(Stored items)
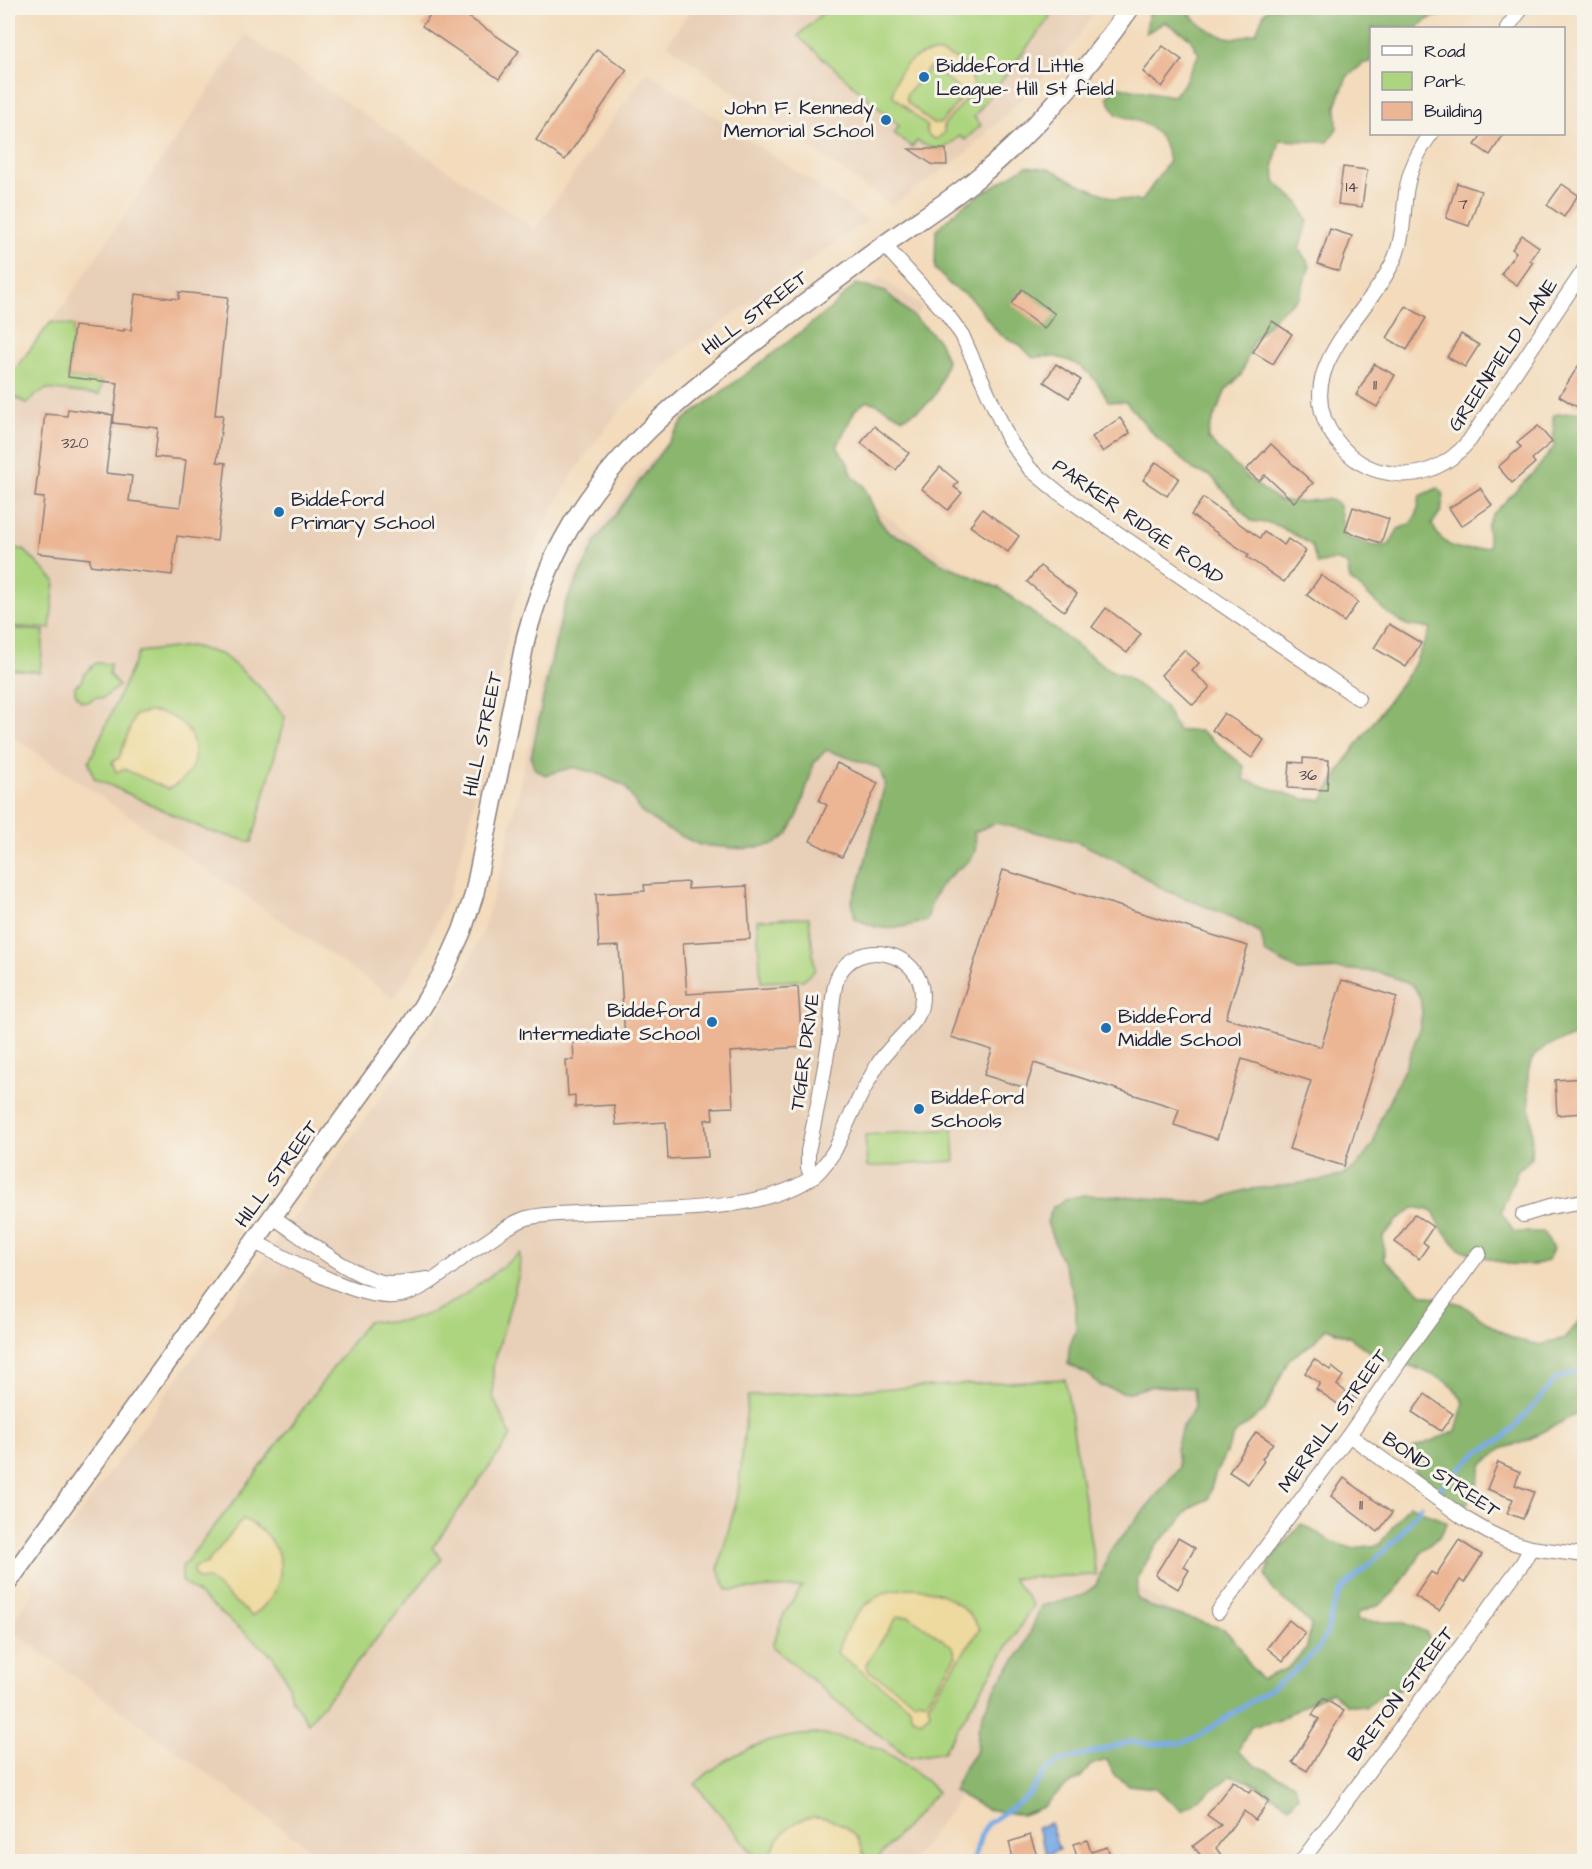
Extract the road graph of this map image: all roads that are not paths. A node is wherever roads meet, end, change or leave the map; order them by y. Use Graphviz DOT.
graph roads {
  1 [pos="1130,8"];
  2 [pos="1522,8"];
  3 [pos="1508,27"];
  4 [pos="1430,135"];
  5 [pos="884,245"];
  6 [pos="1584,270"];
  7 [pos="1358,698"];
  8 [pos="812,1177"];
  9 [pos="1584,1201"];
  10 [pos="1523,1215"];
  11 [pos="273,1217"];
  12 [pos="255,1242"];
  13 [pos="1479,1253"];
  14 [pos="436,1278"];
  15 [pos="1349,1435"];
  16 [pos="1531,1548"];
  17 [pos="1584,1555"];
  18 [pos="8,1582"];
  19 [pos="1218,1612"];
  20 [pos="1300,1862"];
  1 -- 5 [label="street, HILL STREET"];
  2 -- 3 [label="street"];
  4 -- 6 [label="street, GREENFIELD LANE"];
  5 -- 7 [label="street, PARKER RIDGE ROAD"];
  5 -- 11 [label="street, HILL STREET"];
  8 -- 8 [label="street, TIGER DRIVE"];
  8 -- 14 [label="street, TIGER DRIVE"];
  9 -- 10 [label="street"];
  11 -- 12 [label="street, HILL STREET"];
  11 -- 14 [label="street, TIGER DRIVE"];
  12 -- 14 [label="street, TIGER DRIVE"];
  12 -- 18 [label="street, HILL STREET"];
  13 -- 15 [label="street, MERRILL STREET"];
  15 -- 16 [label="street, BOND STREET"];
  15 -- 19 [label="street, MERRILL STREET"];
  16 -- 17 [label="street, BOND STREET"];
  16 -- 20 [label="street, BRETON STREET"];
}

==

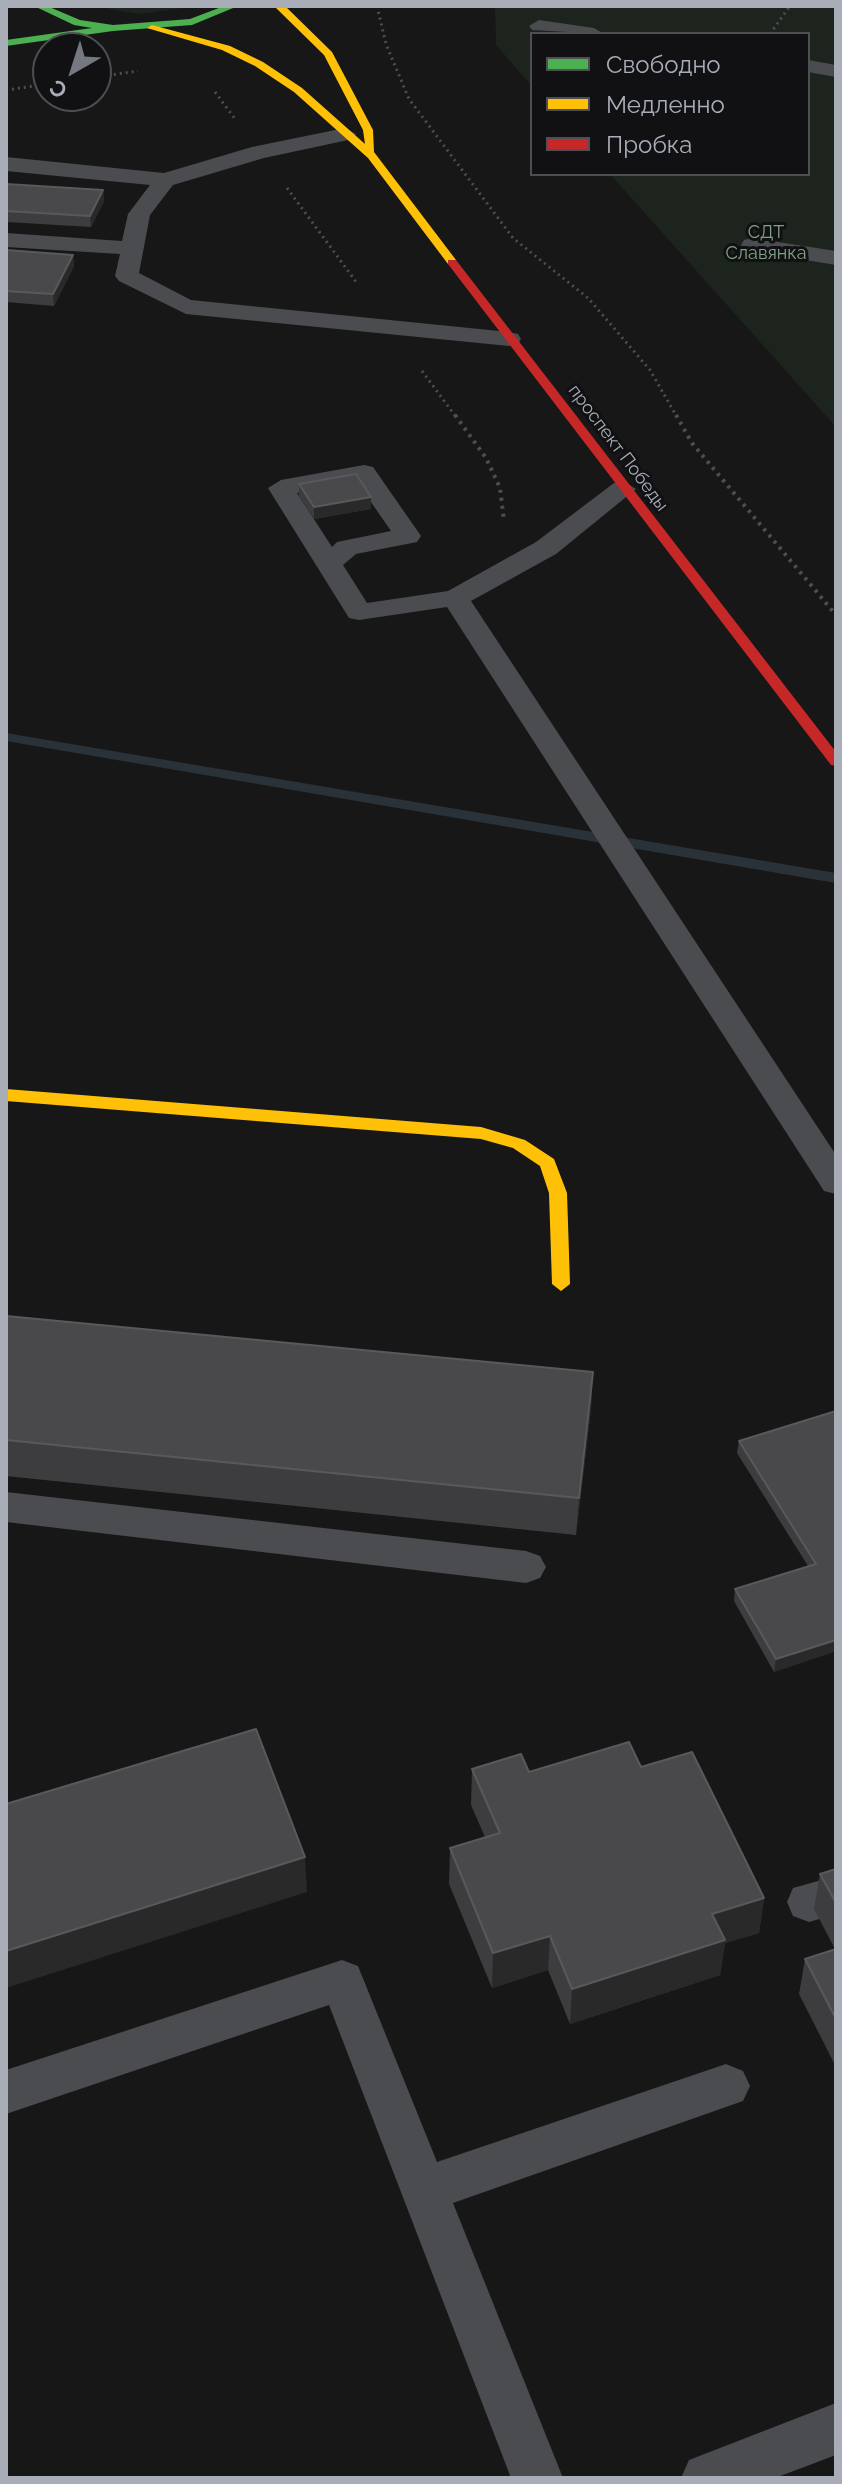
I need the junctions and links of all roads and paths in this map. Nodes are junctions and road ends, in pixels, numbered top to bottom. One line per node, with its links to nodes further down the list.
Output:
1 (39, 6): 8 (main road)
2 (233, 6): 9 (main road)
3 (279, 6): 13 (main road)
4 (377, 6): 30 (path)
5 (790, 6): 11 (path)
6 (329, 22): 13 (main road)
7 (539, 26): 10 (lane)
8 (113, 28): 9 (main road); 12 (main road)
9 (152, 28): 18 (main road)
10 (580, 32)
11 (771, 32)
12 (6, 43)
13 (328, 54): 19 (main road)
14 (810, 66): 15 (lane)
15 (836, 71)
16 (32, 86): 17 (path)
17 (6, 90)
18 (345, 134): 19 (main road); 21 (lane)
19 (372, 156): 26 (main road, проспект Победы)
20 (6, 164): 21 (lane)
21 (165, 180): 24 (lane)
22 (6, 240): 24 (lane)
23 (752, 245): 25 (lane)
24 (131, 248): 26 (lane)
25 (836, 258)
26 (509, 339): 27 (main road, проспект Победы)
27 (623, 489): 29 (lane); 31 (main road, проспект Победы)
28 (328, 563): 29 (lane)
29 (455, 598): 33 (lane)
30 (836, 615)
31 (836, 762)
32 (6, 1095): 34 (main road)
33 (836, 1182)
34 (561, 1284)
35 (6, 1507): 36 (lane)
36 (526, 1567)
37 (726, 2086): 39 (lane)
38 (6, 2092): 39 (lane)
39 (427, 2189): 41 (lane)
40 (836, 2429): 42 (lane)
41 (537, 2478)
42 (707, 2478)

- What is needed: Among the lines in the data above, find those containing "DRIVE" and give only how many there are.

- Answer space: 4